A top security aide for President Emmanuel Macron, caught on camera beating a protester, has been detained and is being questioned by authorities.
On a trip to southwestern France on Thursday, Macron declined to answer questions from reporters on the subject, saying only in a video posted by a Le Figaro reporter: "I didn't come here to see you".
Police are questioning Mr Benalla, an assistant to Mr Macron's chief of staff, over footage filmed by a student activist showing a woman and a man being beaten during the demonstrations on 1 May.
Video footage from the protest showed Alexandre Benalla lifting a protester off the ground by his neck and covering the man's mouth before striking him over the head with his fist.
Despite his official change to a desk job, Benalla was seen this month on the ground with police at several high-profile events, including the return home Monday of France's champion World Cup team, an event attended by hundreds of thousands.
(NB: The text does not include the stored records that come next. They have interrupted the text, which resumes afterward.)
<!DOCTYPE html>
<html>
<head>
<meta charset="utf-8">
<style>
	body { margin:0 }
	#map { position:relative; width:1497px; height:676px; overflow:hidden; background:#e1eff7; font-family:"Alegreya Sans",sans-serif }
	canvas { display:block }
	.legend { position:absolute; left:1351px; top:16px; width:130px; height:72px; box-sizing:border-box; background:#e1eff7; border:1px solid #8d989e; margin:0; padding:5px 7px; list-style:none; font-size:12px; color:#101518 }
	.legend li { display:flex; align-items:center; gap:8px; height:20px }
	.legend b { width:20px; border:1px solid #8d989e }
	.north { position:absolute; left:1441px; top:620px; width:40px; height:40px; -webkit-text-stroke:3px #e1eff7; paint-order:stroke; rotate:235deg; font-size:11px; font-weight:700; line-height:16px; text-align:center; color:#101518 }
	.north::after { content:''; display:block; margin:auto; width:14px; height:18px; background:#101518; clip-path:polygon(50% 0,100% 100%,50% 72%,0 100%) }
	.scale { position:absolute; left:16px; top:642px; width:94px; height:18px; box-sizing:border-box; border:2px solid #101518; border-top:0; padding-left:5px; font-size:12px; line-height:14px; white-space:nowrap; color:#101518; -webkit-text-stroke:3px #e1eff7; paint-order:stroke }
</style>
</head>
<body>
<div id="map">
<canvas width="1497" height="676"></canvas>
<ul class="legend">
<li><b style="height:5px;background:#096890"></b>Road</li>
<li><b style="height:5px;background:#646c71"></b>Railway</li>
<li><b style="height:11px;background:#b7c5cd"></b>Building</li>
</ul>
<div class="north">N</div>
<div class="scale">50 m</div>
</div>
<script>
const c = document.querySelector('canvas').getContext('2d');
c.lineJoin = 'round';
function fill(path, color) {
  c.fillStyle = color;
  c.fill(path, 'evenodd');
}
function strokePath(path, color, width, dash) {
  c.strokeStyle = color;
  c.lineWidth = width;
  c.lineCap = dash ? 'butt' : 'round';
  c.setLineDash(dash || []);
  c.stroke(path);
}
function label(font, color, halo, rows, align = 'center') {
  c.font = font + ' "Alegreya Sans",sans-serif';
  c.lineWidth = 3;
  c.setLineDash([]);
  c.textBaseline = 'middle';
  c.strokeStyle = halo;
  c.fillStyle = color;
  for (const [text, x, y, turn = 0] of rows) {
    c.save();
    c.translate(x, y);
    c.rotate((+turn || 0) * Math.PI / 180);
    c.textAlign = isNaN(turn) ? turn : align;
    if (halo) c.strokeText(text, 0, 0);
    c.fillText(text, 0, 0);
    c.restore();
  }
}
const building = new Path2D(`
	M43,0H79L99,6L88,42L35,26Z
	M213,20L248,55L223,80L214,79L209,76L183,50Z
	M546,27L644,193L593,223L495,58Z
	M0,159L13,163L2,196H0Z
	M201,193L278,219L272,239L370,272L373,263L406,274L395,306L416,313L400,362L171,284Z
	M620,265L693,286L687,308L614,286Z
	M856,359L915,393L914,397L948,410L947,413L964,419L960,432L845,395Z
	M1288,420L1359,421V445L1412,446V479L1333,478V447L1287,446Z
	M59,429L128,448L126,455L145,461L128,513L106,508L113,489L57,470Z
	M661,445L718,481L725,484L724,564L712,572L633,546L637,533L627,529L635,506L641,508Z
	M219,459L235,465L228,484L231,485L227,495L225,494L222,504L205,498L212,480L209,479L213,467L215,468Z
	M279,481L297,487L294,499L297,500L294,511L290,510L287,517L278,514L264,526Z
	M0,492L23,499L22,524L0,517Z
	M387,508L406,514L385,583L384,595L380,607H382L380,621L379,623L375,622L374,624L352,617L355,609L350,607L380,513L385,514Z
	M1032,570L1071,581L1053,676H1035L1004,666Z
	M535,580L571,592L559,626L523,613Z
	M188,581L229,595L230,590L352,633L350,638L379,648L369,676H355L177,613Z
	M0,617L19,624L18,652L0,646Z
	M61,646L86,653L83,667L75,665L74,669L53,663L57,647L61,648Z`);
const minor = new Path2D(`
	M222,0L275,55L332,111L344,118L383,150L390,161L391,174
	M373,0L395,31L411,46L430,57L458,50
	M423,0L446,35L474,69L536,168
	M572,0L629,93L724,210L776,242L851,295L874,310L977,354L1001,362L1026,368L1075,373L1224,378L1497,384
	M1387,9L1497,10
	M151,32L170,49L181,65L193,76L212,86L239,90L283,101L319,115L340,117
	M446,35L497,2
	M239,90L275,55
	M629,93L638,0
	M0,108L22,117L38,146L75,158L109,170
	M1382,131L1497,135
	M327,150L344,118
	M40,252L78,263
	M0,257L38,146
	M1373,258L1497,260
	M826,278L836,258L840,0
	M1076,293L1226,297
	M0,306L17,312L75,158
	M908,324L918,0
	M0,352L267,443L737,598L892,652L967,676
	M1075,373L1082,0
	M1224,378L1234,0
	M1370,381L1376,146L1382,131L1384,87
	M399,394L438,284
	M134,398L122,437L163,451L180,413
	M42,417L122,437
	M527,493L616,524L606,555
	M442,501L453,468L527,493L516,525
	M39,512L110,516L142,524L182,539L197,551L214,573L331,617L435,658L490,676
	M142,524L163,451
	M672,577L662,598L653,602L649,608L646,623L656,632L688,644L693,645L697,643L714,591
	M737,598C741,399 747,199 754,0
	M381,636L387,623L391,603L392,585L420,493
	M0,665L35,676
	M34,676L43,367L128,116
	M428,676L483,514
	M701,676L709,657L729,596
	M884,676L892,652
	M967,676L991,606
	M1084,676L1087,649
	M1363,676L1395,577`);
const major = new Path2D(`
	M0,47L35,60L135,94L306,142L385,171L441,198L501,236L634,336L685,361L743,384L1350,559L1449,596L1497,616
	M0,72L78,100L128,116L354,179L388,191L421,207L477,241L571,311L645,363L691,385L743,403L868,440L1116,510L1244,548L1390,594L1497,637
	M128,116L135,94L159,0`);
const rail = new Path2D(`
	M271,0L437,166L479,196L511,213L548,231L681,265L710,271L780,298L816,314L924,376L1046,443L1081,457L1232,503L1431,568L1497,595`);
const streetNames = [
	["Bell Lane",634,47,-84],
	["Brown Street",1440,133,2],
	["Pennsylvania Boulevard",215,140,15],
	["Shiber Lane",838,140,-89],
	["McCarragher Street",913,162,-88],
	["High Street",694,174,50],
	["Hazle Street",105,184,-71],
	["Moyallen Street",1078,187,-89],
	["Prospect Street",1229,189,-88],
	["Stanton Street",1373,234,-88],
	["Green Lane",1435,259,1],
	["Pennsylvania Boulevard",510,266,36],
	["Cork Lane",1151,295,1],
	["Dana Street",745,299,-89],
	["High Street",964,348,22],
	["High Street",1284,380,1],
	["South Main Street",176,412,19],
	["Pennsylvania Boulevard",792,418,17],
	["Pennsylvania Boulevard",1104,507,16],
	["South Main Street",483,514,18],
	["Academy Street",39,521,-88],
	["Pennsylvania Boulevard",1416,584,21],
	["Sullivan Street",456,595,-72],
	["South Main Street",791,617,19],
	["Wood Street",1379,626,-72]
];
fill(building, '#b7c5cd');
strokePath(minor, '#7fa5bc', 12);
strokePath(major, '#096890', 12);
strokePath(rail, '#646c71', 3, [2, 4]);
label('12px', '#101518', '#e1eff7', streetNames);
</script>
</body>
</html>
"New facts that could constitute misdemeanour by Alexandre Benalla were brought to the president's attention", said an Elysée official. "This came as punishment for unacceptable behavior".
"An observer doesn't act like that", said the spokesman for the UNSA-Police union.
Opposition parties have condemned the presidency's handling of the matter, arguing the punishment was too lenient and the incident should have been referred to judicial authorities.
The president's office brushed off accusations that it had responded only because the almost three-month-old videos had become public.
Arnaud Montebourg, a former minister in former president Francois Hollande's government, recalled dismissing Benalla from his service after just a week because of a "serious professional failure".
"The feeling is that at the Elysee people think they're above everything", Wauquiez said.
"By not immediately managing a disciplinary problem, Emmanuel Macron now faces a political crisis", wrote the right-wing Le Figaro daily - which usually makes no secret of its admiration for the president. "This man is the eyes and ears of the prince (Macron)".
Mr Macron, an independent centrist, portrays himself as a relaxed liberal, but is becoming increasingly well known for his reactionary law and order policies.
Later the speaker of the lower house of parliament, Francois de Rugy, announced a parliamentary inquiry into the case.